Trivia Dominoes: Play Off the Last Bit of Trivia

George Eden, 1st and last Earl of Auckland, was Governor-General of India from 1836 to 1842. The city of Auckland in New Zealand and the town of Eden in New South Wales were named for him.

Fellow New Zealander’s living elsewhere often refer to someone resident in Auckland jokingly as “a Jafa”, an acronym of Just Another F*&$ing Aucklander.

With a population of just over 1.4 million Auckland makes up 38% of the country’s population.

King Louis XIII of France was known as Louis ‘the Just’.

Present-day Louisiana is the smallest state that lies within the vast Louisiana Purchase territory, which makes up about one third of the land area of the Unites States, named after King Louis XIV of France.

New Orleans was named in honor of Philippe, Duke of Orleans, Louis XIV’s notoriously debauched bisexual younger brother.

Baton Rouge, the present-day capital of Louisiana is not within the Louisiana Purchase territory, but in the so-called “Florida Parishes”, acquired from Spain almost a decade after the Louisiana Purchase.

The “red stick” for which Baton Rouge is named was a red cypress pole covered in animal blood and hides that marked the agreed upon boundary of the hunting grounds between the Houma and the Bayuk, different branches of the Choctaw who lived in the area; the name Bayuk was Franco-cized (is that a word?) as bayou.

The Duke of Wellington was granted the rank of field marshal in eight nations’ armies: UK, Austria, Hanover, Netherlands, Portugal, Prussia, Russia and Spain. Each nation provided him with a baton as a symbol of his rank.

After his death, at his lying in state, his batons of military rank were placed alongside the coffin on eight velvet cushions each on a pedestal on gold lion supporters.

One of the 500 Songs that Shaped Rock and Roll was a 1962 number one hit for Gene Chandler. It is the best-known of Chandler’s songs and was so popular that Chandler started referring to himself as: “The Duke of Earl.”

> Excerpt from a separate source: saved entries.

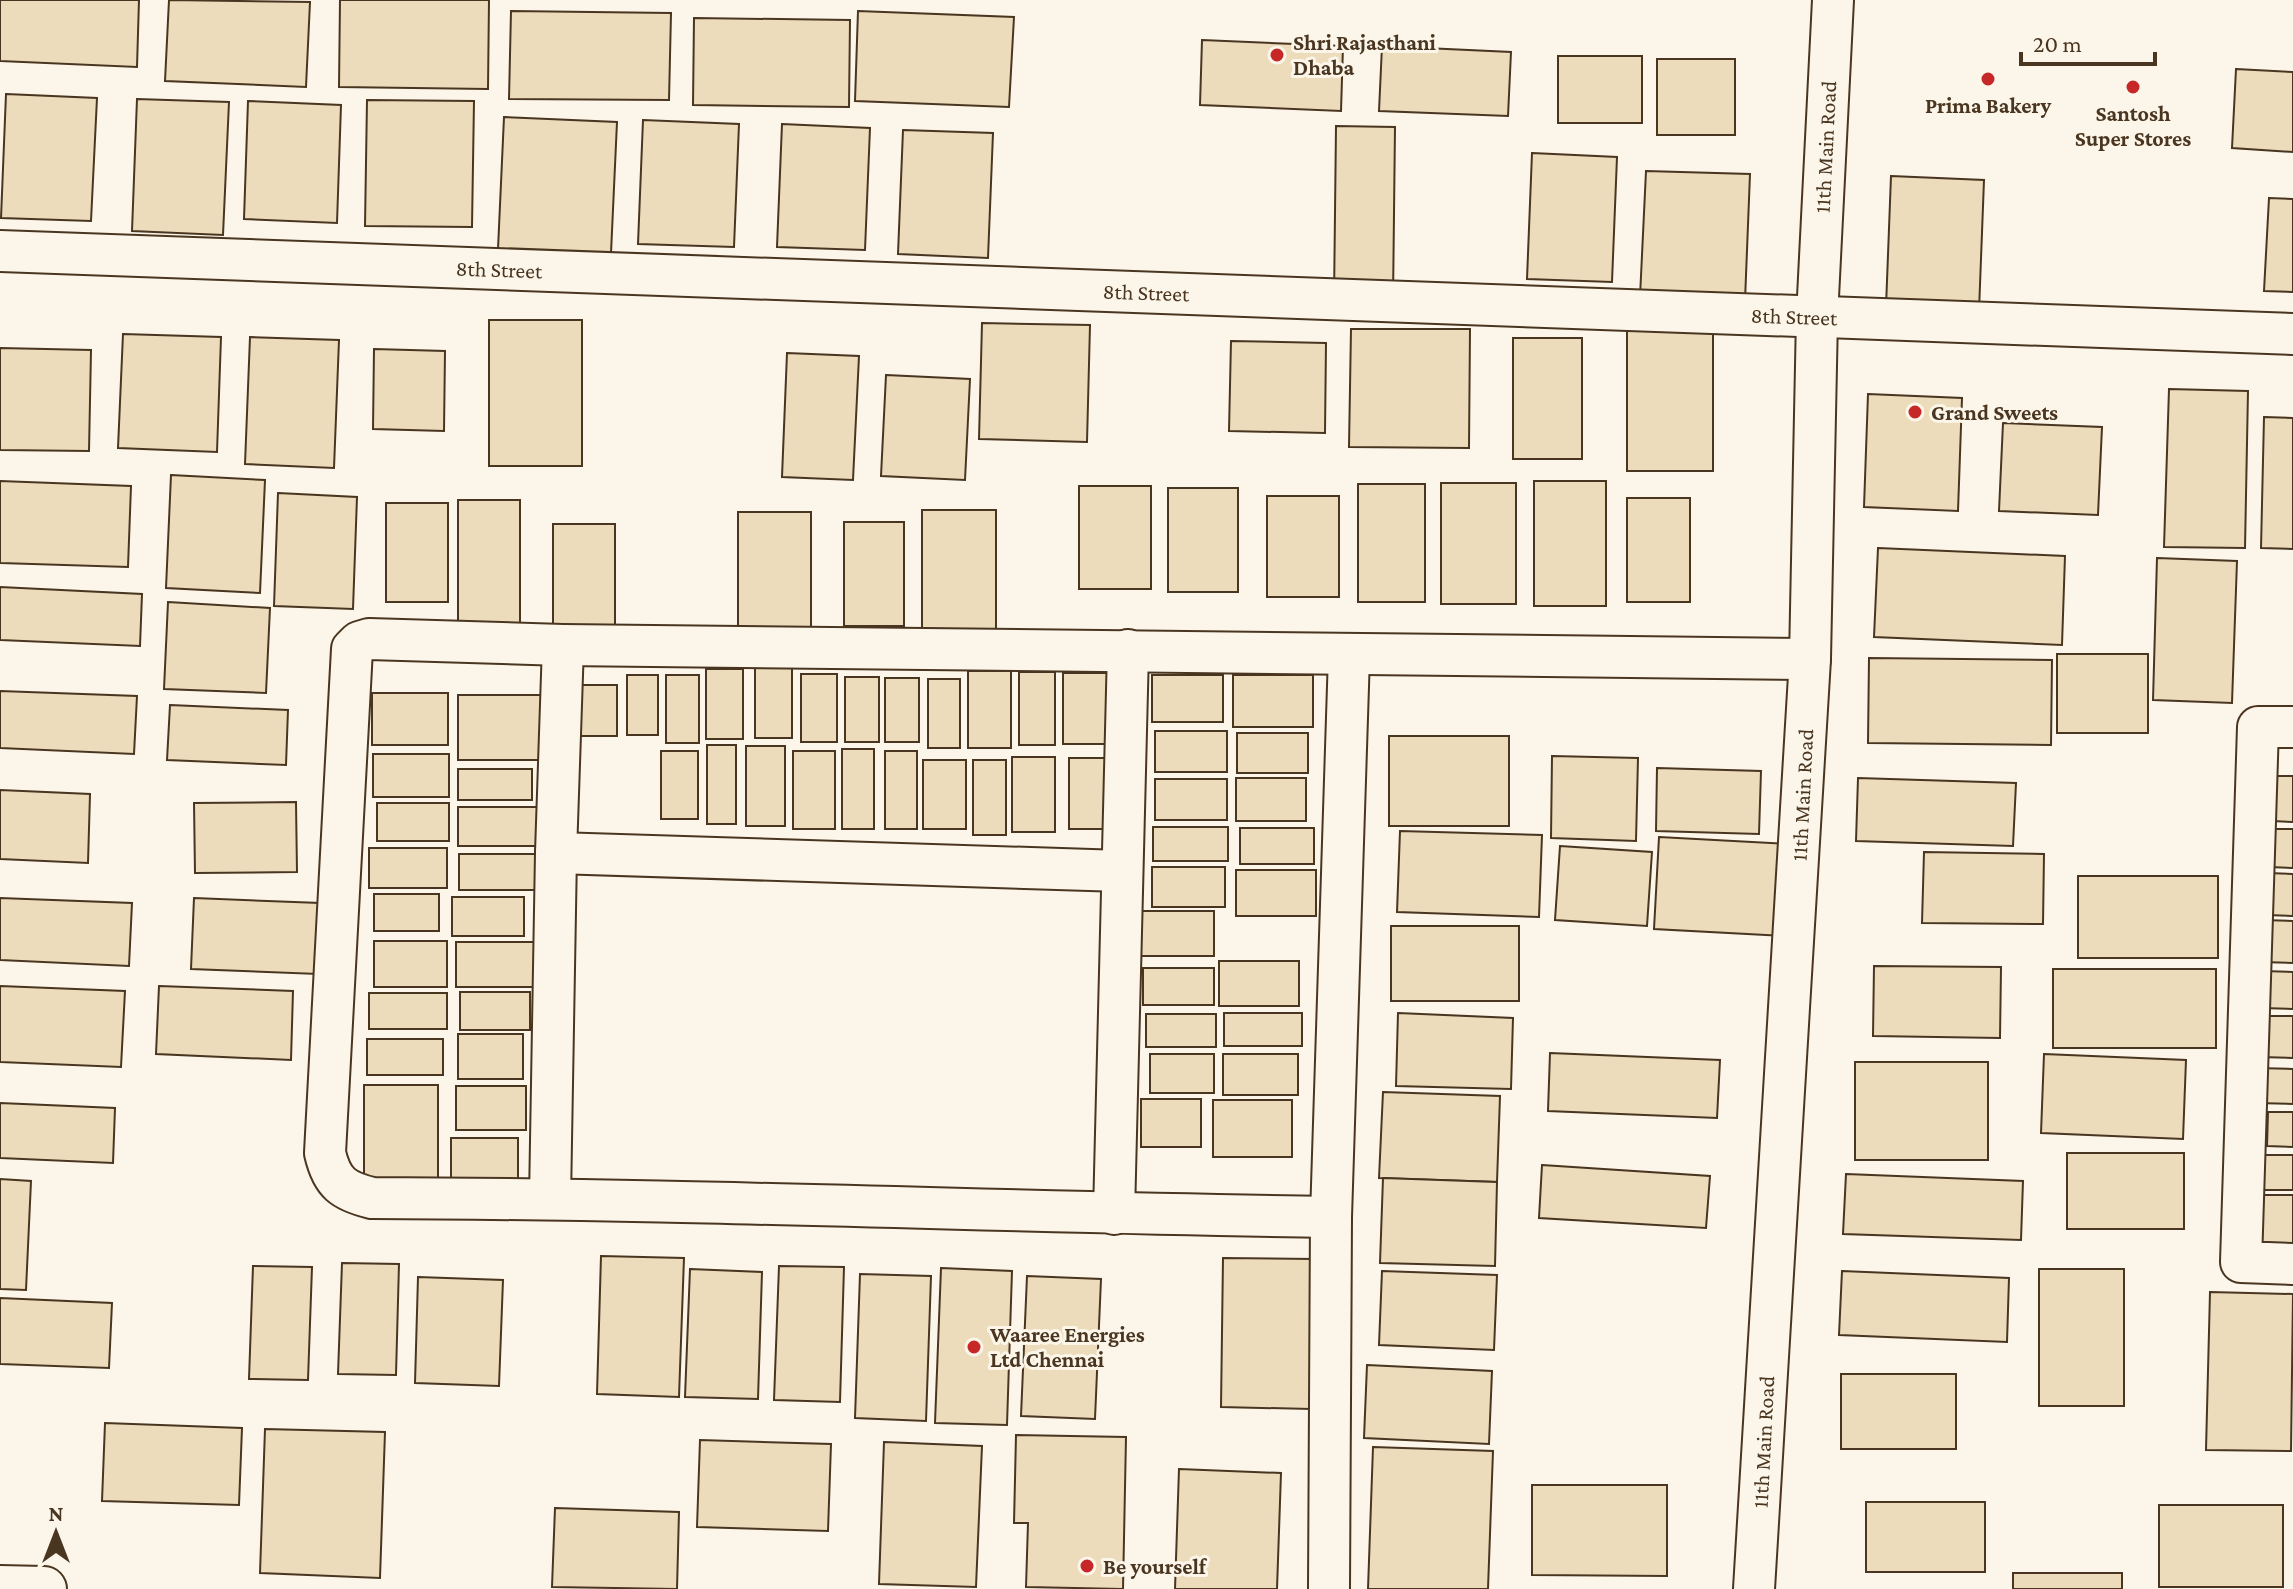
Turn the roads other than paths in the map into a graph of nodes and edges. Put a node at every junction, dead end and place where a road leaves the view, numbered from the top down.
1 (1833, 0) edge
2 (0, 251) edge
3 (1817, 317) junction
4 (2293, 334) edge
5 (563, 645) junction
6 (1128, 650) junction
7 (1349, 655) junction
8 (1810, 659) junction
9 (2293, 727) edge
10 (556, 853) junction
11 (1122, 871) junction
12 (550, 1199) junction
13 (1114, 1214) junction
14 (1331, 1217) junction
15 (2293, 1264) edge
16 (0, 1588) edge
17 (44, 1589) edge
18 (1329, 1589) edge
19 (1754, 1589) edge

1 - 3 street, 11th Main Road
2 - 3 street, 8th Street
3 - 4 street, 8th Street
3 - 8 street, 11th Main Road
5 - 6 street
5 - 10 street
5 - 12 street
6 - 7 street
6 - 11 street
7 - 8 street
7 - 14 street
8 - 19 street, 11th Main Road
9 - 15 street
10 - 11 street
10 - 12 street
11 - 13 street
12 - 13 street
13 - 14 street
14 - 18 street
16 - 17 street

Joel Chandler Harris was a 19th Century Atlanta newspaperman who listened to the dialects and stories of the Blacks in his area after the Civil War. From these, he wrote the Br’er Rabbit tales. Though the dialect is now looked upon as being demeaning and racist, Harris would run it by the Blacks he heard the stories from to see if he was getting the sounds correct.

The Book of Joel is the second of the twelve minor prophets’ books in the Old Testament.

The longest time Canada went without any internal boundary changes was exactly fifty years, from the addition of Newfoundland in 1949 to the division of the Northwest Territories into the NWT and Nunavut in 1999. During that 50 year period, Canada had twelve provinces and territories.

The capital of Nunavut is Iqualit, which was founded during WW2 as a small refueling stop for planes and ships. At slightly under 7000 people, it is by far the largest city in the territory.

The Anglican cathedral in Iqaluit, St Jude’s, is built in the shape of an igloo.

The cathedral is the seat of the Diocese of the Arctic. It has the greatest area of any Anglican diocese in the world.

The Right Rev. Alan M. Gates was consecrated Episcopal Bishop of Massachusetts on Sept. 13, 2014. More people wanted to attend the ceremony than could fit in the cathedral, so the ceremony was held in Agannis Arena on the campus of Boston University.

The word ‘cathedral’ is derived from the Latin word cathedra, itself coming from the Greek καθέδρα, meaning a seat or chair. The cathedra is the symbol of a bishop’s authority over his see.

The southernmost cathedral in the word is El Sagrado Corazón, in the Catholic diocese of Punta Arenas in Chile.

In the Cathedral Basilica of St. Louis, in the basement, is a chair where Pope Paul VI sat when he visited.

I’ve touched the seat of the chair. Does that mean that, by extension, I’ve patted him on the butt?

No.

Henry VI succeeded to the throne of England on the death of his father Henry V. He was only nine months old when he became King, the youngest age at which anyone has succeeded to the English throne.

Henry VI was overthrown by Edward IV. Edward kept him in the Tower of London – Henry prefered being a scholar to being a king, and also suffered from what now might be called schizophrenia – but after his partisans overthrew Edward briefly, Edward had Henry killed. The night of the murder, the future Richard III visited the Tower; contemporaneous accounts indicated people thought he was involved.

John G. Tower, who died in a commercial airline crash, was the first Republican senator elected in Texas in nearly a century.